<<<<

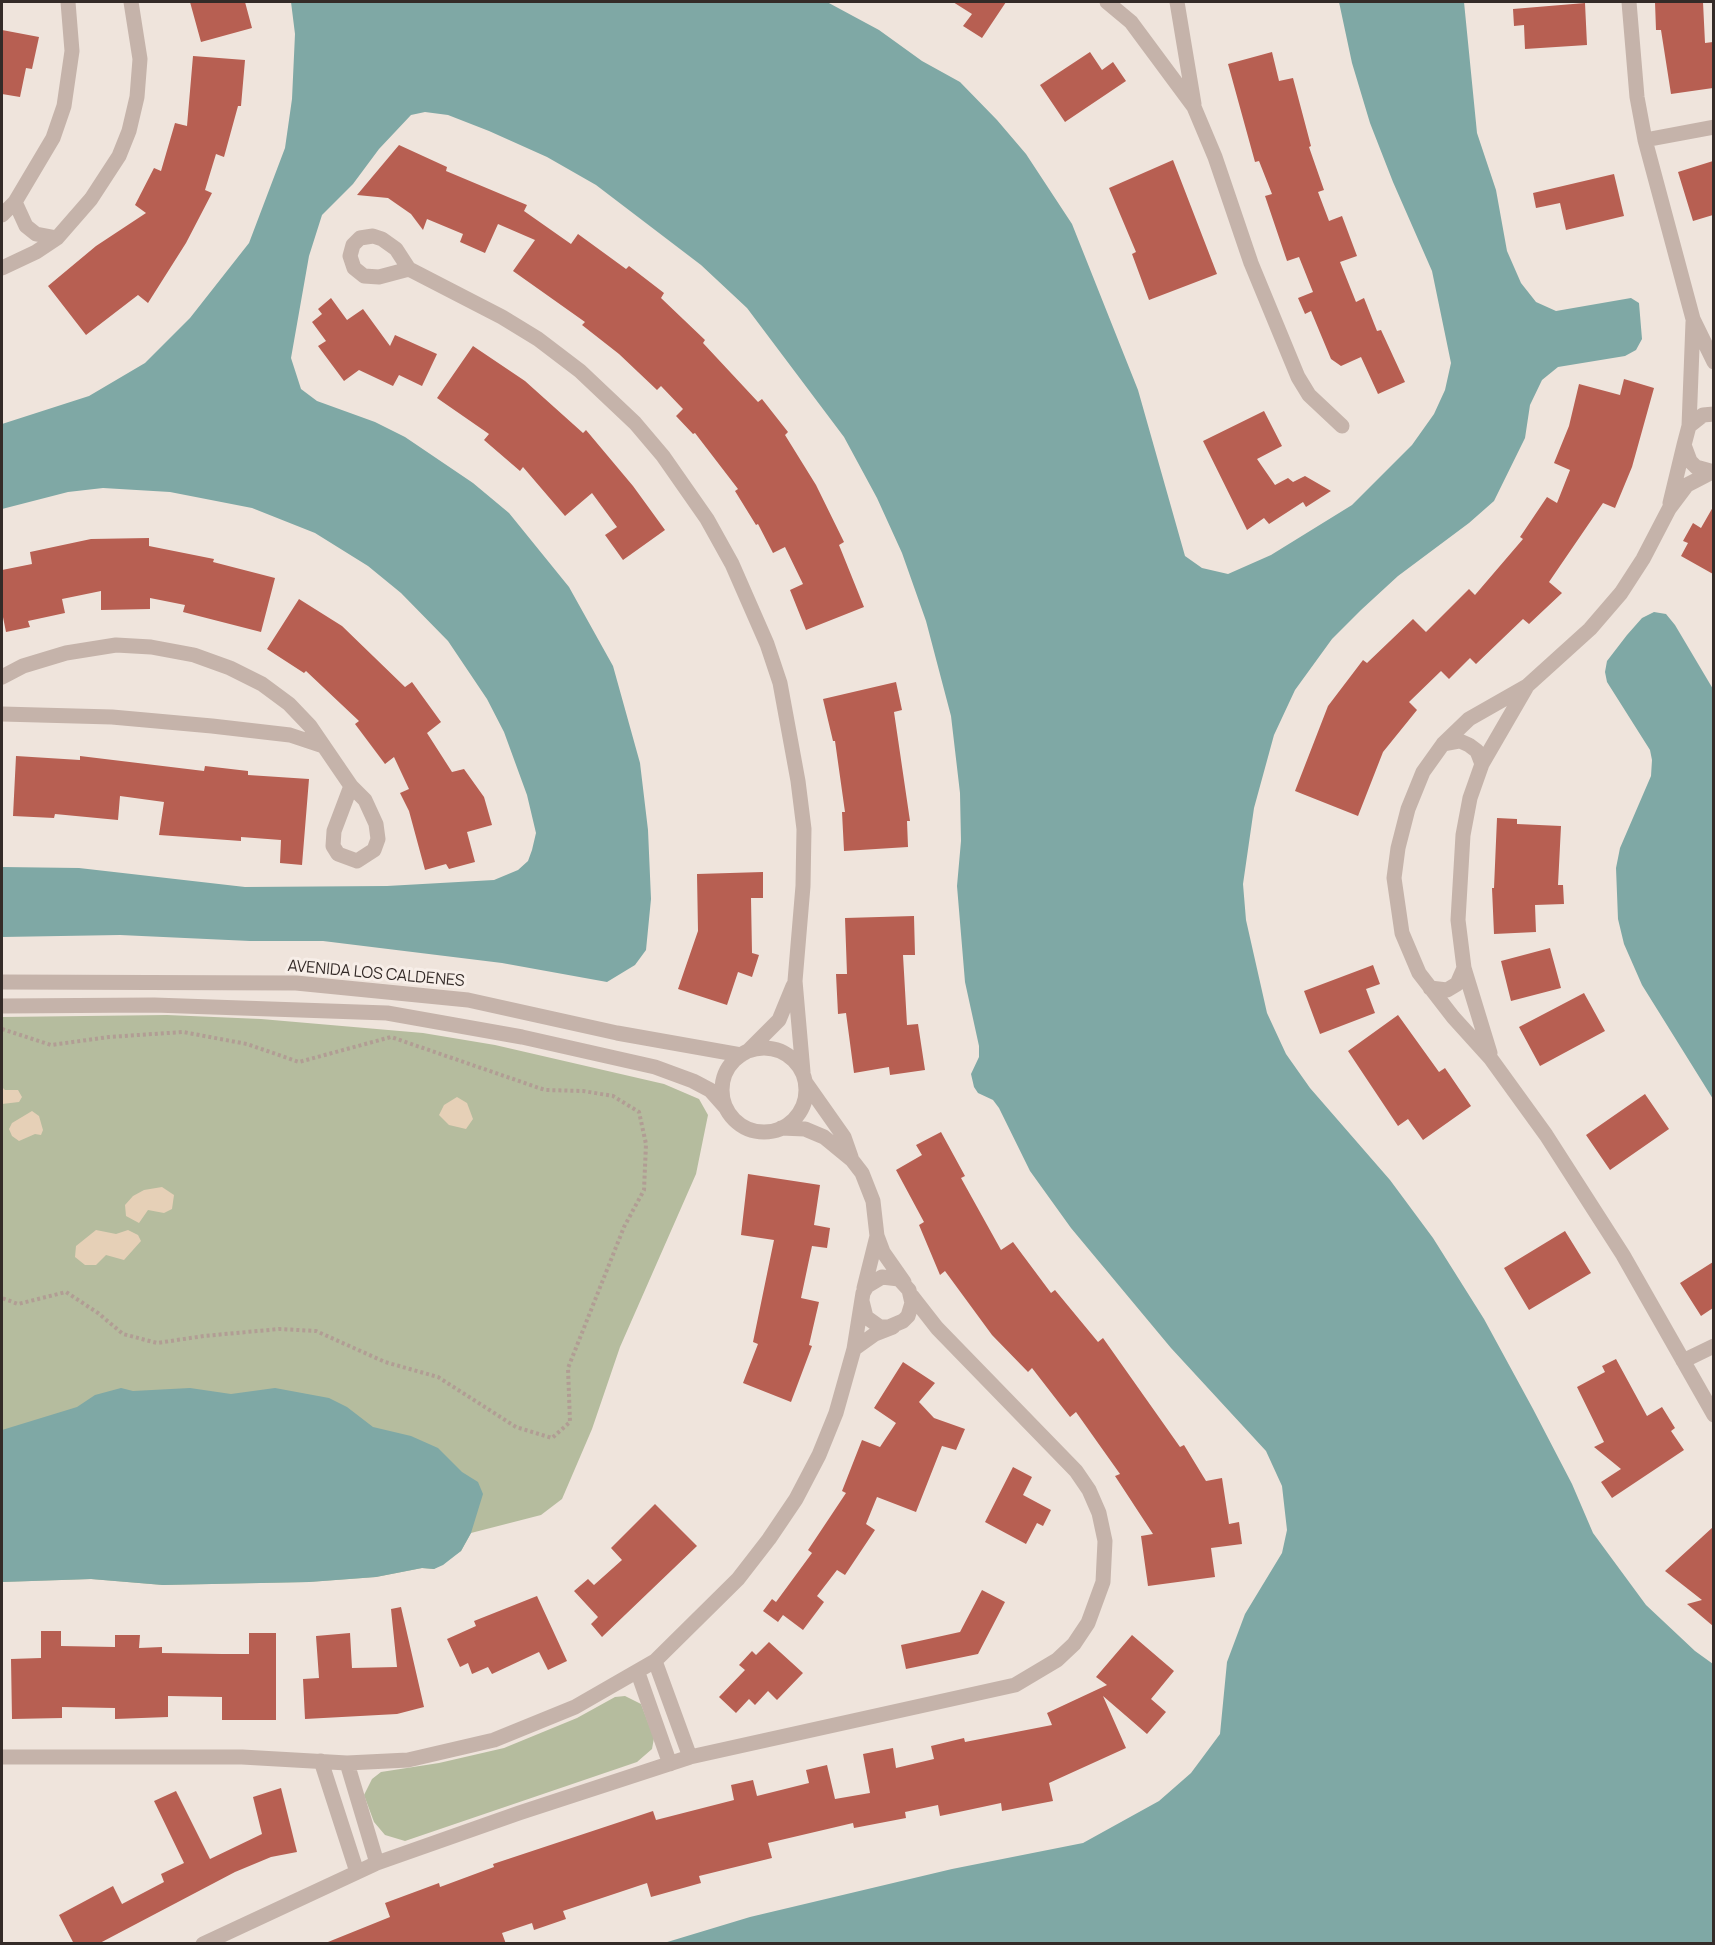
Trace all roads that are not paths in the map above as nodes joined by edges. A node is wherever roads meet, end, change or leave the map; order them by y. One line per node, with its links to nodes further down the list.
1 (68, 2): 9 (street)
2 (131, 2): 11 (street)
3 (1107, 2): 6 (street)
4 (1177, 2): 6 (street)
5 (1629, 2): 8 (street)
6 (1194, 107): 17 (street)
7 (1713, 127): 8 (street)
8 (1645, 140): 14 (street)
9 (15, 202): 10 (street); 11 (street)
10 (2, 215)
11 (57, 238): 12 (street)
12 (2, 268)
13 (409, 269): 30 (street)
14 (1693, 319): 15 (street); 18 (street)
15 (1713, 362)
16 (1713, 414): 18 (street)
17 (1342, 426)
18 (1689, 426): 19 (street)
19 (1684, 445): 20 (street); 21 (street)
20 (1713, 472): 21 (street)
21 (1668, 508): 23 (street)
22 (2, 677): 26 (street)
23 (1527, 686): 25 (street); 27 (street)
24 (2, 714): 26 (street)
25 (1443, 744): 27 (street); 32 (street)
26 (323, 746): 28 (street)
27 (1482, 764): 29 (street)
28 (351, 786)
29 (1464, 968): 32 (street); 35 (street)
30 (795, 981): 34 (street); 36 (street)
31 (2, 982): 34 (street, AVENIDA LOS CALDENES)
32 (1430, 988): 35 (street)
33 (2, 1006): 37 (street)
34 (745, 1053): 36 (street); 37 (street)
35 (1491, 1059): 47 (street)
36 (804, 1078): 38 (street); 39 (street)
37 (726, 1108): 38 (street)
38 (781, 1128): 39 (street)
39 (852, 1160): 40 (street)
40 (877, 1236): 41 (street); 42 (street)
41 (909, 1290): 42 (street); 43 (street); 44 (street)
42 (862, 1297): 43 (street); 46 (street)
43 (900, 1323): 44 (street); 46 (street)
44 (938, 1328): 52 (street)
45 (1713, 1346): 47 (street)
46 (854, 1349): 49 (street)
47 (1683, 1361): 48 (street)
48 (1713, 1415)
49 (655, 1661): 50 (street); 52 (street)
50 (638, 1673): 54 (street); 55 (street)
51 (2, 1757): 53 (street)
52 (690, 1757): 55 (street)
53 (321, 1761): 54 (street); 57 (street)
54 (347, 1763): 56 (street)
55 (670, 1764): 56 (street)
56 (377, 1863): 57 (street)
57 (357, 1872): 58 (street)
58 (203, 1944)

>>>>

## WHAT IS BEING ASKED
Keep every word of the data as it is when you write it out, but drop the pictures.

## ANSWER FOR THIS EXERCISE
Trace all roads that are not paths in the map above as nodes joined by edges. A node is wherever roads meet, end, change or leave the map; order them by y. One line per node, with its links to nodes further down the list.
1 (68, 2): 9 (street)
2 (131, 2): 11 (street)
3 (1107, 2): 6 (street)
4 (1177, 2): 6 (street)
5 (1629, 2): 8 (street)
6 (1194, 107): 17 (street)
7 (1713, 127): 8 (street)
8 (1645, 140): 14 (street)
9 (15, 202): 10 (street); 11 (street)
10 (2, 215)
11 (57, 238): 12 (street)
12 (2, 268)
13 (409, 269): 30 (street)
14 (1693, 319): 15 (street); 18 (street)
15 (1713, 362)
16 (1713, 414): 18 (street)
17 (1342, 426)
18 (1689, 426): 19 (street)
19 (1684, 445): 20 (street); 21 (street)
20 (1713, 472): 21 (street)
21 (1668, 508): 23 (street)
22 (2, 677): 26 (street)
23 (1527, 686): 25 (street); 27 (street)
24 (2, 714): 26 (street)
25 (1443, 744): 27 (street); 32 (street)
26 (323, 746): 28 (street)
27 (1482, 764): 29 (street)
28 (351, 786)
29 (1464, 968): 32 (street); 35 (street)
30 (795, 981): 34 (street); 36 (street)
31 (2, 982): 34 (street, AVENIDA LOS CALDENES)
32 (1430, 988): 35 (street)
33 (2, 1006): 37 (street)
34 (745, 1053): 36 (street); 37 (street)
35 (1491, 1059): 47 (street)
36 (804, 1078): 38 (street); 39 (street)
37 (726, 1108): 38 (street)
38 (781, 1128): 39 (street)
39 (852, 1160): 40 (street)
40 (877, 1236): 41 (street); 42 (street)
41 (909, 1290): 42 (street); 43 (street); 44 (street)
42 (862, 1297): 43 (street); 46 (street)
43 (900, 1323): 44 (street); 46 (street)
44 (938, 1328): 52 (street)
45 (1713, 1346): 47 (street)
46 (854, 1349): 49 (street)
47 (1683, 1361): 48 (street)
48 (1713, 1415)
49 (655, 1661): 50 (street); 52 (street)
50 (638, 1673): 54 (street); 55 (street)
51 (2, 1757): 53 (street)
52 (690, 1757): 55 (street)
53 (321, 1761): 54 (street); 57 (street)
54 (347, 1763): 56 (street)
55 (670, 1764): 56 (street)
56 (377, 1863): 57 (street)
57 (357, 1872): 58 (street)
58 (203, 1944)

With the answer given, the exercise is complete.